The number of people dying while trying to cross the Mediterranean has soared over the five weeks since European leaders effectively criminalized NGO search and rescue operations, according to Médecins Sans Frontières (MSF).

The leading search and rescue organization said it has not been able to carry out missions since the Italian and Maltese governments closed their ports to its rescue ship, the Aquarius, on June 10.

Since then, more than 600 people have gone missing while crossing the Mediterranean, more than the total number for the rest of 2018 combined, according to data collected by the International Organization for Migration (IOM).

An EU spokesperson said the rise in fatalities was “worrying” but underlined the need to pursue its existing policies on external migration.

Dr David Beversluis, on board the Aquarius, which has been docked in Marseille since leaving Spain, told WikiTribune: “We are concerned that for the last few weeks there really hasn’t been any NGOs working in the rescue zones.”

He said it was “extremely frustrating” to be stuck in port waiting for things to be more clear.

“We would like to be out there doing rescue work, trying to save lives, but instead, with the criminalization of NGOs we’re stuck with little option, unless options are put forward by European leaders.”

In an email, an MSF spokesperson also referred to what they see as the “criminalization” of NGO search and rescue operations.

“That’s referring to things like impounding/investigating NGOs, accusations of people smuggling, being denied entry into ports of safety – all while we operate under maritime law and under the direction of the Maritime Rescue Coordination Centre.”
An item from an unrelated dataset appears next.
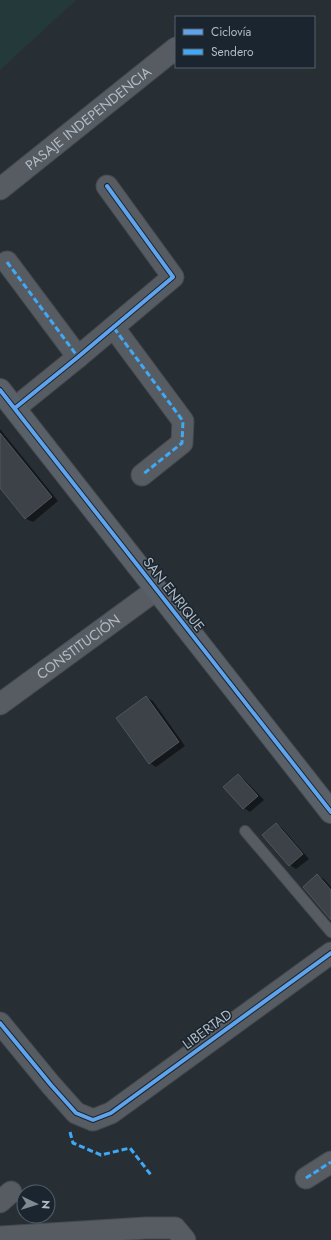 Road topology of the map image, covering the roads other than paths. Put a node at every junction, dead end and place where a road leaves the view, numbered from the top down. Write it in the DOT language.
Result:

The Aquarius spent a day in limbo with 629 rescued migrants and refugees on board, including 123 unaccompanied minors, after Italy’s new government denied it entry to their ports as part of a more hardline stance on immigration.

Spain’s new government invited the Aquarius to dock in Valencia on June 11, after Malta also denied the ship permission to dock.

EU leaders met at a summit in Brussels at the end of June and agreed in principle to build “disembarkation platforms.” This was to better process migrants and refugees in “transit” countries outside European borders and to boost support for the Libyan coast guard.

In a statement released on June 29, European Council President Donald Tusk said: “We have sent a clear message to all vessels, including those of NGOs, operating in the Mediterranean, that they must respect the law and must not obstruct the operation of the Libyan Coast Guard.”

The EU has been supporting the Libyan coast guard since June 2016, with an agreement that it will intercept migrants and refugees and return them to North Africa where they are offered assistance to return.

David Beversluis said pushing responsibility onto the Libyan coast guard was not the “appropriate response” from European leaders.

The coast guard itself has received training and monitoring assistance from the EU, but after they intercept migrants and refugees they take them to detention centers.

Here, Beversluis said there was “pretty clear evidence of abuse.”

He repeated concerns that these interceptions did not discourage migrants from attempting the crossing.

“We’ve had some people on board who tell us stories about how [they have been picked up by coast guard and] many months later they’ve been able to come out of detention centres and attempt another crossing.”

In response to WikiTribune’s inquiries, a European Commission spokesperson said the surge in drownings during these past few weeks in the Mediterranean was a “worrying development.”

The spokesperson said the drownings underlined the need to further increase cooperation on search and rescue.

“And questions related to disembarkation and to continue further developing our measures to counter the criminal networks that take advantage of people’s despair.”